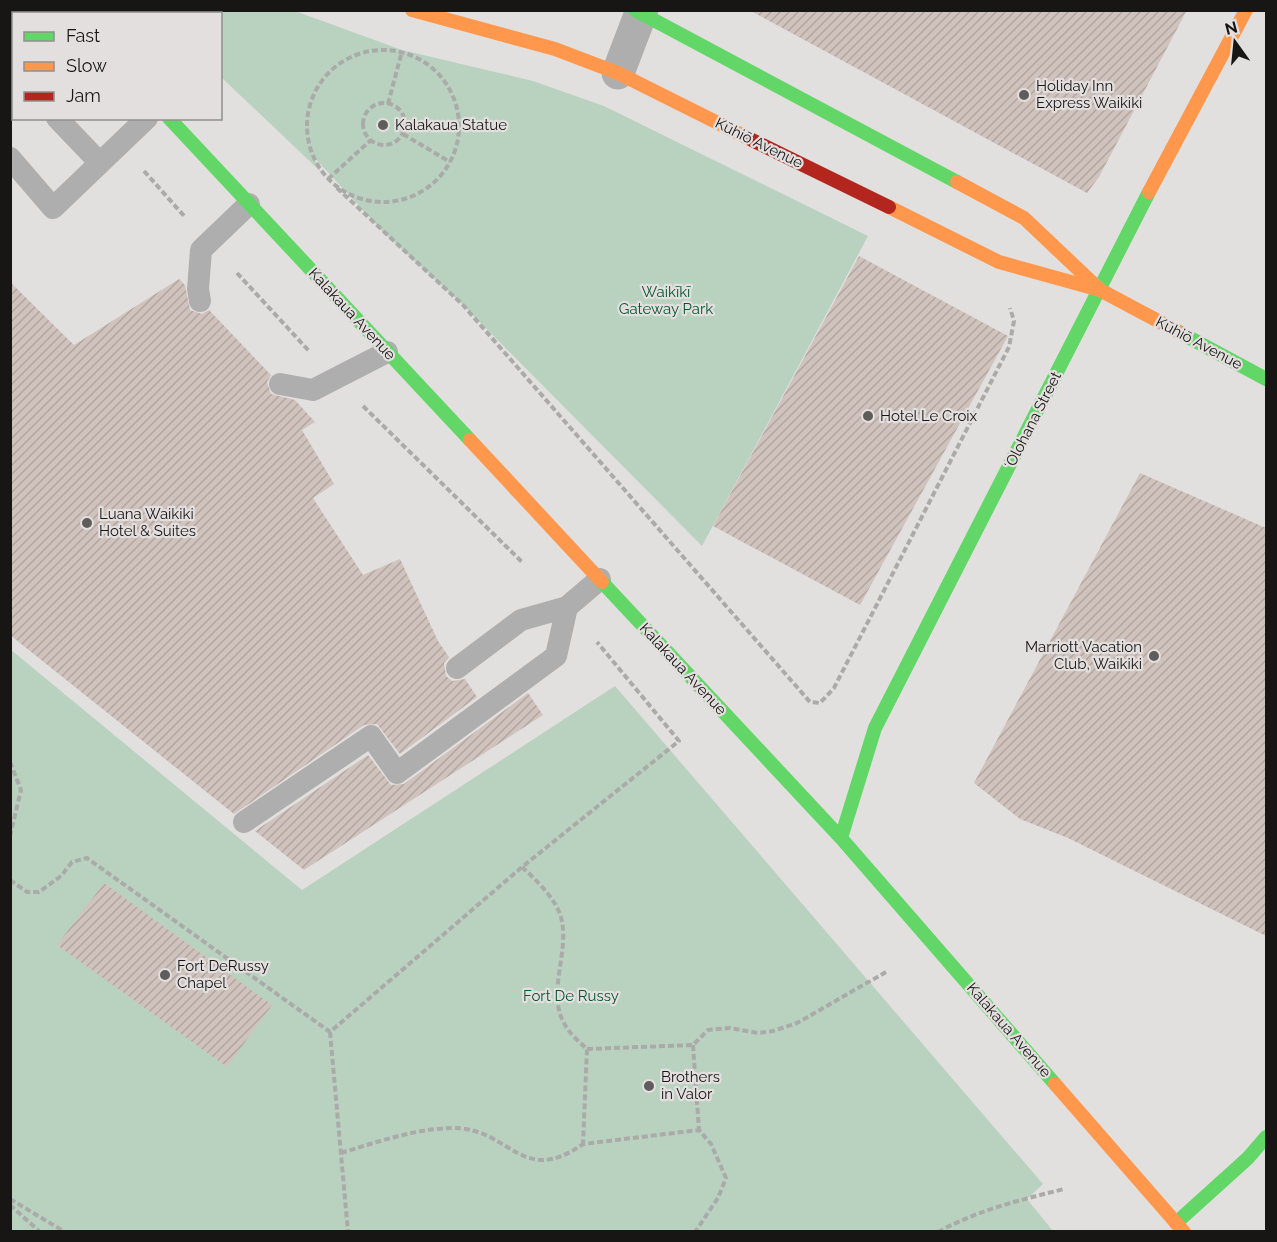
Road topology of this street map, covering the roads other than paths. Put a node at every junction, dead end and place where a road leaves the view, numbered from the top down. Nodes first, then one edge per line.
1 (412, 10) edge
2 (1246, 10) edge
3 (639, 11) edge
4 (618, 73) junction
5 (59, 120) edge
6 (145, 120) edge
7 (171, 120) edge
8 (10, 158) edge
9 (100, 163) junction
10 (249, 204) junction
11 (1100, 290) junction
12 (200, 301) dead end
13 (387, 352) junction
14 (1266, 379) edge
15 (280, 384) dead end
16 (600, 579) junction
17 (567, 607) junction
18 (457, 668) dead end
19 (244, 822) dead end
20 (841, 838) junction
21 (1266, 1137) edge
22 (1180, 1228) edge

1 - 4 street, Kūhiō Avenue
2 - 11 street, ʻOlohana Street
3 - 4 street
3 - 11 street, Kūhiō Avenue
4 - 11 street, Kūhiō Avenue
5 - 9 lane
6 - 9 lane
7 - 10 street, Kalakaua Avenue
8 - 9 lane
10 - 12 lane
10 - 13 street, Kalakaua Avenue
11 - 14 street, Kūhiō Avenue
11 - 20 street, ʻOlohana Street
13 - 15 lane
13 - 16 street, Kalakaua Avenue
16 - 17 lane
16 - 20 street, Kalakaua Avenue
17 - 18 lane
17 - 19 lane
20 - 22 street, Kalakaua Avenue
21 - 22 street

================

**PROBLEM STATEMENT**. Where an entry contains an image, drop the image and copy everything else word for word.

**EXERCISE OUTPUT**.
Road topology of this street map, covering the roads other than paths. Put a node at every junction, dead end and place where a road leaves the view, numbered from the top down. Nodes first, then one edge per line.
1 (412, 10) edge
2 (1246, 10) edge
3 (639, 11) edge
4 (618, 73) junction
5 (59, 120) edge
6 (145, 120) edge
7 (171, 120) edge
8 (10, 158) edge
9 (100, 163) junction
10 (249, 204) junction
11 (1100, 290) junction
12 (200, 301) dead end
13 (387, 352) junction
14 (1266, 379) edge
15 (280, 384) dead end
16 (600, 579) junction
17 (567, 607) junction
18 (457, 668) dead end
19 (244, 822) dead end
20 (841, 838) junction
21 (1266, 1137) edge
22 (1180, 1228) edge

1 - 4 street, Kūhiō Avenue
2 - 11 street, ʻOlohana Street
3 - 4 street
3 - 11 street, Kūhiō Avenue
4 - 11 street, Kūhiō Avenue
5 - 9 lane
6 - 9 lane
7 - 10 street, Kalakaua Avenue
8 - 9 lane
10 - 12 lane
10 - 13 street, Kalakaua Avenue
11 - 14 street, Kūhiō Avenue
11 - 20 street, ʻOlohana Street
13 - 15 lane
13 - 16 street, Kalakaua Avenue
16 - 17 lane
16 - 20 street, Kalakaua Avenue
17 - 18 lane
17 - 19 lane
20 - 22 street, Kalakaua Avenue
21 - 22 street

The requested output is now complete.